Refugees Magazine Issue 130 (Sri Lanka - The Road to Recovery) - Editorial: "Don't forget us if Iraq happens..."
More than a quarter of a million civilians returned home in the last year following two decades of war in Sri Lanka.
In Afghanistan more than two million people went back in 2002 and UNHCR expects to help a further 1.5 million this year.
A massive repatriation will start shortly in Angola - yet another country where war persisted for decades and where a peaceful outcome at times seemed highly unlikely.
That is the good news. However, as this magazine went to press conflict in the Middle East began with the threat of the creation of hundreds of thousands of new refugees. There were fears the conflict would dominate not only world headlines, but also the attention and purse strings of traditional donors which help uprooted people in all corners of the globe.
In such circumstances, funding for ongoing refugee operations sometimes suffers and the military and political fallout from the 'new' emergency also spills over.
Afghan President Hamid Karzai articulated the concerns of governments, humanitarian officials and refugees alike in the build-up to war when he urged the United States: "Don't forget us if Iraq happens." The situations in Sri Lanka, Afghanistan and Angola are both delicate and extremely promising. Tens of thousands of persons were killed and millions fled their homes in wars which lasted for generations. But within a few months of each other, hopes for peaceful solutions blossomed. This hope will only come to full bloom with the continued attention and assistance of global goodwill.

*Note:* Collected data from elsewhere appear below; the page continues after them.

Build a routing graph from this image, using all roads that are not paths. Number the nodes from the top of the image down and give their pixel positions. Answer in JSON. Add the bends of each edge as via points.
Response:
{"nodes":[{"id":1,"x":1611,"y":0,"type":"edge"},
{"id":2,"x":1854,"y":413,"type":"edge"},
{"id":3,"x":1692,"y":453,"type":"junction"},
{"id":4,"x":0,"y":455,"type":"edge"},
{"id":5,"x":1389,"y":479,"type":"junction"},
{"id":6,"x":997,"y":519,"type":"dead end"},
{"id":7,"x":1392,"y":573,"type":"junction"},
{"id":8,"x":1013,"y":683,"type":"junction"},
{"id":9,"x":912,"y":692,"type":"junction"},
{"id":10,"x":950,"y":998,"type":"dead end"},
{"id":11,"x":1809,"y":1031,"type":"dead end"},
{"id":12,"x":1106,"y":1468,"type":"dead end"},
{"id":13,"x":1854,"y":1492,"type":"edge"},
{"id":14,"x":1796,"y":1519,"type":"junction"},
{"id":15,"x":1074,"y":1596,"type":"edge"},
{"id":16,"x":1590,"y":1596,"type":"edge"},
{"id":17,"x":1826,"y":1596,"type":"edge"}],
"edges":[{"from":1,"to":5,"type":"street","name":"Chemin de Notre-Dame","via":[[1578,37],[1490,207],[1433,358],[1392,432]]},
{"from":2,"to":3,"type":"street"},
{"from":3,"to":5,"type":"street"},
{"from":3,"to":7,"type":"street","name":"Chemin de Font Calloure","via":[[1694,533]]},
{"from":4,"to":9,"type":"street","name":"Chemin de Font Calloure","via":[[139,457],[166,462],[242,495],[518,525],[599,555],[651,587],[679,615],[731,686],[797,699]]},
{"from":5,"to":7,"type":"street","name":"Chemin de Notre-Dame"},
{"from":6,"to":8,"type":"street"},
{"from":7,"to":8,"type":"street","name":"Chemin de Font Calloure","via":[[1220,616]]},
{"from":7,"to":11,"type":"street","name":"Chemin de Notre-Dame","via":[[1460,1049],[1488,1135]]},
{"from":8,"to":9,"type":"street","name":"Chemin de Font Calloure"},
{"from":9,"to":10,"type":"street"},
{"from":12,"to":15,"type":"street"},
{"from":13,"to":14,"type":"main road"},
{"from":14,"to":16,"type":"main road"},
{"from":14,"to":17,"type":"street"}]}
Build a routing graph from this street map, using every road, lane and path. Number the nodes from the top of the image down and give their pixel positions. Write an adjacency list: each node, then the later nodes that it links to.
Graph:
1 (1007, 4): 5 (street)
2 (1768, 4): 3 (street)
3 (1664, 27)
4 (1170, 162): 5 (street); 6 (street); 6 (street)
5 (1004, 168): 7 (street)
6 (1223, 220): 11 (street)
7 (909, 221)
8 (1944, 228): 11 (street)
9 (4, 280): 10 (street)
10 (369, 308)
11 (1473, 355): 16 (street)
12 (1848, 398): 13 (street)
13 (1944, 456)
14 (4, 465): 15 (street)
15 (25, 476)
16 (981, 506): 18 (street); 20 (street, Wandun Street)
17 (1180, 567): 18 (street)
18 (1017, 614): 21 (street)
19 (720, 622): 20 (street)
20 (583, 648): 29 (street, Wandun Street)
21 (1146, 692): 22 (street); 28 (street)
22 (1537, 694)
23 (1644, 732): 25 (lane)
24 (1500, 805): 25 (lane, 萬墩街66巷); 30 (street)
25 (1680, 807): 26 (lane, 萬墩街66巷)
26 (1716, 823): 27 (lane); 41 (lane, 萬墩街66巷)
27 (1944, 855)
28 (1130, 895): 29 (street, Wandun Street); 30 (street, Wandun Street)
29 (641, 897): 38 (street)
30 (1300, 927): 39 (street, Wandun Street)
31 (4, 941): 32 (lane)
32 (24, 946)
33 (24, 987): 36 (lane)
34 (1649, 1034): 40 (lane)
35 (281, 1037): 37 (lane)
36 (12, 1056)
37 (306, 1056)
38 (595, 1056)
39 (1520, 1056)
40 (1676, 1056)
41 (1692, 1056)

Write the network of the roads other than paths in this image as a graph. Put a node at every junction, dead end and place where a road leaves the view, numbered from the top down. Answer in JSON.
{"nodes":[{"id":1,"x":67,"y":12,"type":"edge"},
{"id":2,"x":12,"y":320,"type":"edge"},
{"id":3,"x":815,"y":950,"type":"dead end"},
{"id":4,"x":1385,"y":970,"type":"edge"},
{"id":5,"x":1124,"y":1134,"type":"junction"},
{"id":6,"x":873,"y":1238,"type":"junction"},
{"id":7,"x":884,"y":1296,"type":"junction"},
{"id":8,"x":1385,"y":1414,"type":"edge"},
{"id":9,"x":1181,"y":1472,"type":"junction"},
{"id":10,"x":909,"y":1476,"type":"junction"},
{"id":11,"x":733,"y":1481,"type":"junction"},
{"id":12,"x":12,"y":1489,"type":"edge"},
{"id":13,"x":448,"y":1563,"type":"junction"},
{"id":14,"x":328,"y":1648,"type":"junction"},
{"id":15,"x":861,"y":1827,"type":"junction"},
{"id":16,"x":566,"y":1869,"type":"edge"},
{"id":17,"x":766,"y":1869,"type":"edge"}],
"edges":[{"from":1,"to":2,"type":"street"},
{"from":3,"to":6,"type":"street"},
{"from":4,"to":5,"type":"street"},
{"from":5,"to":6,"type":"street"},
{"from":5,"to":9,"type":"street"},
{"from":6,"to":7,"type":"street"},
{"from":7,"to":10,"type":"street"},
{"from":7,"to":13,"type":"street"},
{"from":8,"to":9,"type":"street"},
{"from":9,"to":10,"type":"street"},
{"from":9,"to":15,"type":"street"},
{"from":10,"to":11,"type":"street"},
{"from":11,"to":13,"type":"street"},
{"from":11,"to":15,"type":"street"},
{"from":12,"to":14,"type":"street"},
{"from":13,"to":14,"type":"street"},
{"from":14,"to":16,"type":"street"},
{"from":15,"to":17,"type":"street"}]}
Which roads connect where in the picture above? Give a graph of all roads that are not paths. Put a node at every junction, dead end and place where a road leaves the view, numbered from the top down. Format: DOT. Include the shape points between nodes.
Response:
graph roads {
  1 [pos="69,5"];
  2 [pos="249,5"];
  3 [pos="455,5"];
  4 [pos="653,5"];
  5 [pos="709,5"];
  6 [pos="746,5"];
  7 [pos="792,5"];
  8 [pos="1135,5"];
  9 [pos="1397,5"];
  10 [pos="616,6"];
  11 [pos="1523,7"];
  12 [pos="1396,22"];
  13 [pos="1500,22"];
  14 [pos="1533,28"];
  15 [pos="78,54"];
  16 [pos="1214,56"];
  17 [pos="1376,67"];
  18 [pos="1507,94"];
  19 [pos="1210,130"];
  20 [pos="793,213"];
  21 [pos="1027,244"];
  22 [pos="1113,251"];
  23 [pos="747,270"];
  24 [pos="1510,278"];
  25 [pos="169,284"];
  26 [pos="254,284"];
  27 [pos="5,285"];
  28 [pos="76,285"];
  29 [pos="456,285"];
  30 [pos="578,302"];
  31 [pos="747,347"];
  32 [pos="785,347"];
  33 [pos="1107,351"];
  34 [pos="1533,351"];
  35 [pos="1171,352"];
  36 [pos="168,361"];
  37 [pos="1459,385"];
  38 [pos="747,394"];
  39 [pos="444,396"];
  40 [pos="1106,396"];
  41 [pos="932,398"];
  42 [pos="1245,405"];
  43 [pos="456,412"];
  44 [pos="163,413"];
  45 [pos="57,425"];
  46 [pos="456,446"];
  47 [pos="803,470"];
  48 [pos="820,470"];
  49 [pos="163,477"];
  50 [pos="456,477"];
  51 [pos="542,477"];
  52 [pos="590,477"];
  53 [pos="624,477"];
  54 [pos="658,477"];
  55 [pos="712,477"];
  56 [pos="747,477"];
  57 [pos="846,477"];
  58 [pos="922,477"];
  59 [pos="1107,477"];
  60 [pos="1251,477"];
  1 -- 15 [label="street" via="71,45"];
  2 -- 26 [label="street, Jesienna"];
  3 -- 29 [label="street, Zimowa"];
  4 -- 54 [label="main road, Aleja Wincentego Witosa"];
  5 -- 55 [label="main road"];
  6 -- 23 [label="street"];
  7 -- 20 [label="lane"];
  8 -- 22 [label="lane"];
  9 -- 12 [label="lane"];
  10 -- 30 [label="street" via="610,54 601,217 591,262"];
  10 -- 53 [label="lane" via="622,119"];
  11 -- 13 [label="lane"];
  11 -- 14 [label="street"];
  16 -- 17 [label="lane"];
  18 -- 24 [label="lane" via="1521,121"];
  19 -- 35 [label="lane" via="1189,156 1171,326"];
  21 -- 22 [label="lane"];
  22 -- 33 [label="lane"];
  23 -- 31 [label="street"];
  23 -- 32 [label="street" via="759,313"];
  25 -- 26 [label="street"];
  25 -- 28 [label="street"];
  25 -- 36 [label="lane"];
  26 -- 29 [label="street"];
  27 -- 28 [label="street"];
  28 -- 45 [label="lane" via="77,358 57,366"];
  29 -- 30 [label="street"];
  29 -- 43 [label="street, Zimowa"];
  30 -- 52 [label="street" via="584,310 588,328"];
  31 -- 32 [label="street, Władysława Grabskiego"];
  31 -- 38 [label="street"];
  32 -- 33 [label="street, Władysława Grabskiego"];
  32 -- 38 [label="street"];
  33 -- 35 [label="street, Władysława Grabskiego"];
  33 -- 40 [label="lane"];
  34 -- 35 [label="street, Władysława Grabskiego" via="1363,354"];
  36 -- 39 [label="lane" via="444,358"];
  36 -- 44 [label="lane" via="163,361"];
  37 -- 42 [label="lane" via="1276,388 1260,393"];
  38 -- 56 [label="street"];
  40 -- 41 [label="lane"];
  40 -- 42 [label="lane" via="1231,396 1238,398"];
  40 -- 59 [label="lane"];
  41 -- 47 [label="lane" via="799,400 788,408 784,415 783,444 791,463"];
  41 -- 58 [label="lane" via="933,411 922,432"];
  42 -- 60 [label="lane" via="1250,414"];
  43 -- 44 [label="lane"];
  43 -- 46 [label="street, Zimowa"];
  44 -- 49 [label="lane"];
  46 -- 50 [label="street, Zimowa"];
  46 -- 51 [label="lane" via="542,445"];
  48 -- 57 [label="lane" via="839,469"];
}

Around half of the world's displaced persons - some 20 million people - are children and what is loosely termed 'young people' between the ages of 13 and 25.
There are a myriad of agencies and international laws to protect the children of this group, but relatively little attention has been paid toward the problems of youth.
Which is a great pity. At a sensitive time in their lives, when they are completing their social, education and sexual personas, young people find themselves particularly vulnerable to various forms of exploitation.
To highlight not only their special needs, but also the key roles they will play in the development of their local communities and nations - whether they return to their ancestral homes or begin life in a new country - this year's World Refugee Day on June 20 is dedicated to youth.